No one could have imagined five years ago that developers like Hines and Boston Properties would be building projects at MacArthur BART station, he said.

“It’s inevitable to see that we have more development around transit stations,” Johnson said. “It reduces parking and makes the city more interactive.”

Many developers have been moving toward building smaller units to save on construction costs, but smaller might not necessarily be better decades from now.

Junction Properties is building two- and three-bedroom units because eventually the millennials that are in their 20s and 30s will get older and want families, Long said. Studios and one-bedroom units will no longer be feasible.

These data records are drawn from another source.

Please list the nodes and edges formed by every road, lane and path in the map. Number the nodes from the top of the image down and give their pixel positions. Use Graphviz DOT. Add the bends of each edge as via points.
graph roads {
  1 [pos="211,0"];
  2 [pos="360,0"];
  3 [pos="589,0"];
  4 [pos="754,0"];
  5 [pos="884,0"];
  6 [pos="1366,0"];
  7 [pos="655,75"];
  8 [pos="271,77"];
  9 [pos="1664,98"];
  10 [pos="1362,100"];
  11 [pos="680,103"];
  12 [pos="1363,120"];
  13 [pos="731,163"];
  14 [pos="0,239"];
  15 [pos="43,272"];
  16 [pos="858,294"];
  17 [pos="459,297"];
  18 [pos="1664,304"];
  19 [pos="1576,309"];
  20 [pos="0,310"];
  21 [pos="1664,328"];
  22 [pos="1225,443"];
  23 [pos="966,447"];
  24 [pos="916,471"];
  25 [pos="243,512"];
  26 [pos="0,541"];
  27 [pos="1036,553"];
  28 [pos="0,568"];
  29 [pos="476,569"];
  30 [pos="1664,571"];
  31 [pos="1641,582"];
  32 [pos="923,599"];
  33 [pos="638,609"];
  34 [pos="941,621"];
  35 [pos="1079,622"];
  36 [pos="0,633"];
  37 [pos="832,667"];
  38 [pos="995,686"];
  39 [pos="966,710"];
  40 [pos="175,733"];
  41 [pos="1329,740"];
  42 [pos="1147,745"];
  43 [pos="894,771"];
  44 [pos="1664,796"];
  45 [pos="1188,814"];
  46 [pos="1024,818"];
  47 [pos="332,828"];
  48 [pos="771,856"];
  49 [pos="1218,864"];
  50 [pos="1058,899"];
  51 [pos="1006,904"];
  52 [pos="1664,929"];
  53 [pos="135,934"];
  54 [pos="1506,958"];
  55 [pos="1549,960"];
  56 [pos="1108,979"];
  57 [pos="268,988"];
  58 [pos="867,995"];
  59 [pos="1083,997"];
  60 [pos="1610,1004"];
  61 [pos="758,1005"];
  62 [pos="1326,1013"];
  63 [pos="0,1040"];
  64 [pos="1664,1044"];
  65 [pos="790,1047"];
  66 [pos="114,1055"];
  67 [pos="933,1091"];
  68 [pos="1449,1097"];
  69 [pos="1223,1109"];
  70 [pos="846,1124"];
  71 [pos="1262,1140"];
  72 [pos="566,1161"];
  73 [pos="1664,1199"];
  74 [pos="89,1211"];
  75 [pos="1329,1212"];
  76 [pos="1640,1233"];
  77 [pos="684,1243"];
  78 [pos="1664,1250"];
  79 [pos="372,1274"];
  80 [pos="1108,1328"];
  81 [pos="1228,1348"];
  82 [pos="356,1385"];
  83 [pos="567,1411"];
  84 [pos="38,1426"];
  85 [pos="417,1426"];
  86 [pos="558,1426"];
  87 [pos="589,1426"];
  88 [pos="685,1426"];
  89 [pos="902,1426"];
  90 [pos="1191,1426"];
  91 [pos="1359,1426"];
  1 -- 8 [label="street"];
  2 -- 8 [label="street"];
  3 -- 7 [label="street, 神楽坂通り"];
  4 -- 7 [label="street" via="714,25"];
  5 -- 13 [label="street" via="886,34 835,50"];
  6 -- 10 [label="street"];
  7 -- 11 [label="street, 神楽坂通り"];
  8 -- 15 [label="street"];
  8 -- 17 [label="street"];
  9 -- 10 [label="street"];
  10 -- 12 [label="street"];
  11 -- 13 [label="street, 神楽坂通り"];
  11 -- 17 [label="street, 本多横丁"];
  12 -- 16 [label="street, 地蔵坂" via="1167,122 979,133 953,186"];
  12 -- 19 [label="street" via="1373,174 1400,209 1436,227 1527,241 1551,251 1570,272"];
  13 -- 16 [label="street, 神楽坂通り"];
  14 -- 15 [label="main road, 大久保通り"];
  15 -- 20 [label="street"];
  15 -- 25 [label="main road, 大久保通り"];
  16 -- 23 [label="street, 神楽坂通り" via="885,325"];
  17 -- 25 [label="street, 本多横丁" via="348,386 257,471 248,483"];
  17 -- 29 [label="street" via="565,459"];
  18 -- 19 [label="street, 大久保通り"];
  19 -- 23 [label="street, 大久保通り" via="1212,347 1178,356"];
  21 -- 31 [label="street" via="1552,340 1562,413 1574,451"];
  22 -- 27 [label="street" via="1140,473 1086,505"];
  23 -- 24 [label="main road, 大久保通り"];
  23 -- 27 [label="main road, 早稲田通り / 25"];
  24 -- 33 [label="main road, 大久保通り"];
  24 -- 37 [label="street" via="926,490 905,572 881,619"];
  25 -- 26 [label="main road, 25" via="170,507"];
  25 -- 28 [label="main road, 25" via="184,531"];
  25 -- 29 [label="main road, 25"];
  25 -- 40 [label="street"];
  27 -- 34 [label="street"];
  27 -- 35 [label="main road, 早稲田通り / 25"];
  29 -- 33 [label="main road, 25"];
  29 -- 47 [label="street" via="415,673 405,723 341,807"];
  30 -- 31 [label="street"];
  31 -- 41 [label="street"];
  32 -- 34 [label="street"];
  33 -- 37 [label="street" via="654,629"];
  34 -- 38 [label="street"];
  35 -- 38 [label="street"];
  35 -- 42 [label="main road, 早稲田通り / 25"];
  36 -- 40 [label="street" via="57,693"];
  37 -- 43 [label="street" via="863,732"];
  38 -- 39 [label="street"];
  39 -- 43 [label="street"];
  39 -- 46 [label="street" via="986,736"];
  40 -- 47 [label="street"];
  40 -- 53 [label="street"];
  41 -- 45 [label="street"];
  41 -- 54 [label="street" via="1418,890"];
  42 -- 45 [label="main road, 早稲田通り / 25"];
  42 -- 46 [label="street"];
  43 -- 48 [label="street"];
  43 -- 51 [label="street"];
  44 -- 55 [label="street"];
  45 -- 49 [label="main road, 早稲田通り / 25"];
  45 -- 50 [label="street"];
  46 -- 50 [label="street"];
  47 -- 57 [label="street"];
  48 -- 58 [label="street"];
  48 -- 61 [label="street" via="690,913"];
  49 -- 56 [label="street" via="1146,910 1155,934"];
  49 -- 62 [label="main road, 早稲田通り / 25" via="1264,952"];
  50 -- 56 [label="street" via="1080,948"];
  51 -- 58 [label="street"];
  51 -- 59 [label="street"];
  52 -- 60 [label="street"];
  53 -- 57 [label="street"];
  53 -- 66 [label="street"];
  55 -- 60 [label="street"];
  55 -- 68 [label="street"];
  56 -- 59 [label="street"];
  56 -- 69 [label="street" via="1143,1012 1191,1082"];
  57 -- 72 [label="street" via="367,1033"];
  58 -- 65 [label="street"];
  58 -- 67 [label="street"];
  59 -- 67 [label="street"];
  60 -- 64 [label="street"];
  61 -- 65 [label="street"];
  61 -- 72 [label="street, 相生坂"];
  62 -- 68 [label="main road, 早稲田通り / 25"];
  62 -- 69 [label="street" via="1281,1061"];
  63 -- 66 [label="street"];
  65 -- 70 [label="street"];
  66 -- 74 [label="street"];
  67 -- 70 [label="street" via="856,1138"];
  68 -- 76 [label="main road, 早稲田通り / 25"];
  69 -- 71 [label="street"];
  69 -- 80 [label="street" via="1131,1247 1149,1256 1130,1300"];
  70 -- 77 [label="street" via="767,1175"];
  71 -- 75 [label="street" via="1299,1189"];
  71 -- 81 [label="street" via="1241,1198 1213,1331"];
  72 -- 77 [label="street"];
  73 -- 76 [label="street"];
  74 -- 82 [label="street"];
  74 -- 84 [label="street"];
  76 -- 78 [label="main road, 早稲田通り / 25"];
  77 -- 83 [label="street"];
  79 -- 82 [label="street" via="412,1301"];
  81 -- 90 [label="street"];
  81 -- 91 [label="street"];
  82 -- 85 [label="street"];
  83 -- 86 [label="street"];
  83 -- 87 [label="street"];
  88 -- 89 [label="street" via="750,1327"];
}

Another issue that could crop up in several years is that most of the buildings targeting people in their 20s aren’t adding family-friendly amenities like a day care facility, Studio KDA Managing Principal Charles Kahn said.

Smaller units can command maximum dollars per square foot, RAD Urban CEO Randy Miller said.

As costs rise for bigger apartments, it is becoming more difficult for a family to afford a two- or three-bedroom apartment at $4/SF, Miller said.

Millennials earning $120K annually may want their kids to receive the best education, and paying rent and school costs would push them over the edge.

“People are going to leave when it comes time,” Miller said.